Stored items:
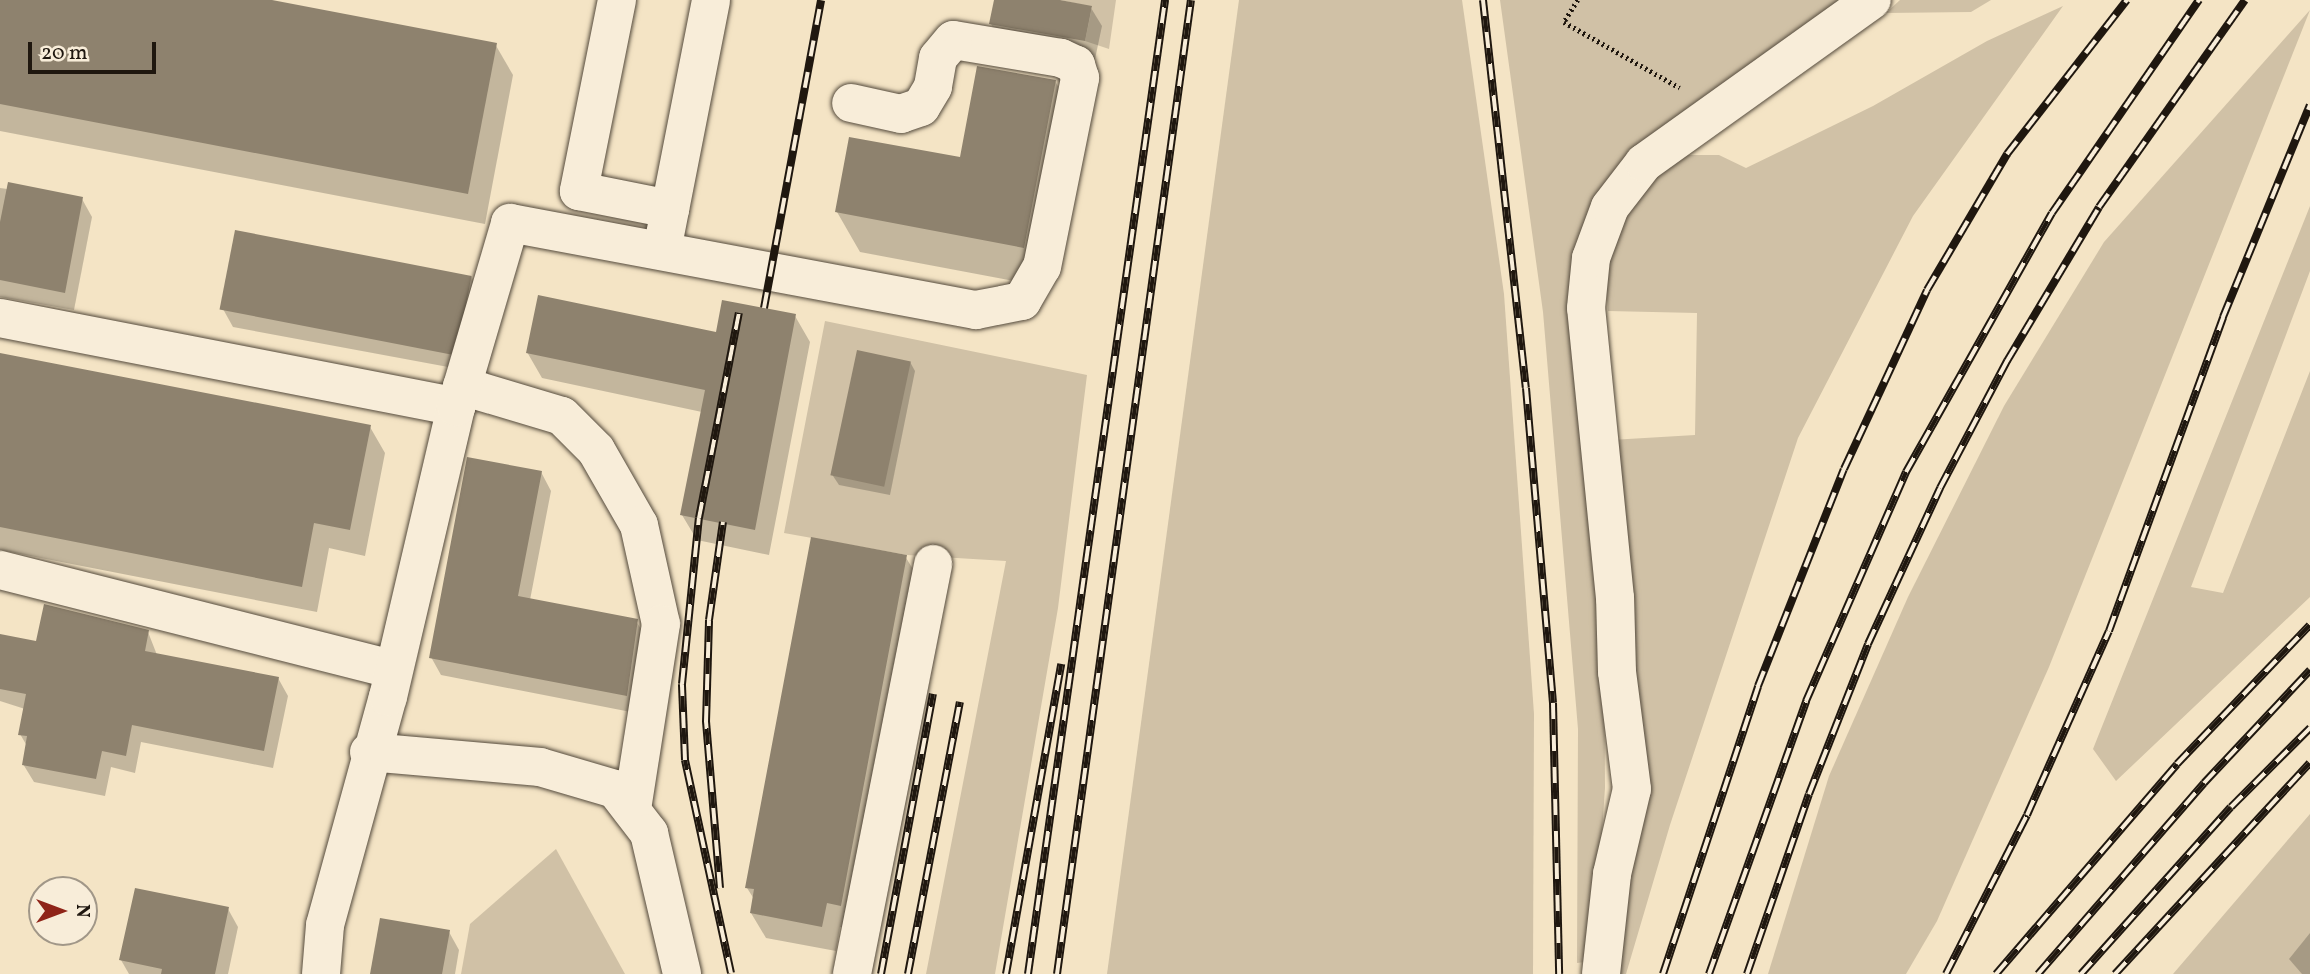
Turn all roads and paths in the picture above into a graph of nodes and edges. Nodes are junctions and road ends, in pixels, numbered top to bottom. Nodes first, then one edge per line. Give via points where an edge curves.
1 (617, 0) edge
2 (711, 0) edge
3 (1578, 0) edge
4 (1872, 0) edge
5 (851, 103) dead end
6 (1716, 109) junction
7 (670, 209) junction
8 (662, 251) junction
9 (0, 318) edge
10 (459, 397) junction
11 (933, 564) dead end
12 (0, 570) edge
13 (394, 670) junction
14 (369, 752) junction
15 (632, 810) junction
16 (321, 974) edge
17 (682, 974) edge
18 (852, 974) edge
19 (1601, 974) edge

1 - 7 lane via 579,191
2 - 7 lane
3 - 6 path via 1564,22
4 - 6 lane
5 - 8 lane via 901,114 921,107 933,87 938,58 953,40 1061,58 1076,65 1080,78 1042,267 1022,301 976,310
6 - 19 lane via 1644,163 1610,207 1591,258 1586,308 1615,598 1617,672 1632,789 1612,874
7 - 8 lane
8 - 10 lane via 510,223
9 - 10 lane
10 - 13 lane
10 - 15 lane via 562,416 596,450 639,525 661,624
11 - 18 lane
12 - 13 lane
13 - 14 lane
14 - 15 lane via 540,767 615,789
14 - 16 lane via 325,925
15 - 17 lane via 649,833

» **Instructions for the task**
Repeat the data in full and exactly. Omit pictures.

» **Task result**
Turn all roads and paths in the picture above into a graph of nodes and edges. Nodes are junctions and road ends, in pixels, numbered top to bottom. Nodes first, then one edge per line. Give via points where an edge curves.
1 (617, 0) edge
2 (711, 0) edge
3 (1578, 0) edge
4 (1872, 0) edge
5 (851, 103) dead end
6 (1716, 109) junction
7 (670, 209) junction
8 (662, 251) junction
9 (0, 318) edge
10 (459, 397) junction
11 (933, 564) dead end
12 (0, 570) edge
13 (394, 670) junction
14 (369, 752) junction
15 (632, 810) junction
16 (321, 974) edge
17 (682, 974) edge
18 (852, 974) edge
19 (1601, 974) edge

1 - 7 lane via 579,191
2 - 7 lane
3 - 6 path via 1564,22
4 - 6 lane
5 - 8 lane via 901,114 921,107 933,87 938,58 953,40 1061,58 1076,65 1080,78 1042,267 1022,301 976,310
6 - 19 lane via 1644,163 1610,207 1591,258 1586,308 1615,598 1617,672 1632,789 1612,874
7 - 8 lane
8 - 10 lane via 510,223
9 - 10 lane
10 - 13 lane
10 - 15 lane via 562,416 596,450 639,525 661,624
11 - 18 lane
12 - 13 lane
13 - 14 lane
14 - 15 lane via 540,767 615,789
14 - 16 lane via 325,925
15 - 17 lane via 649,833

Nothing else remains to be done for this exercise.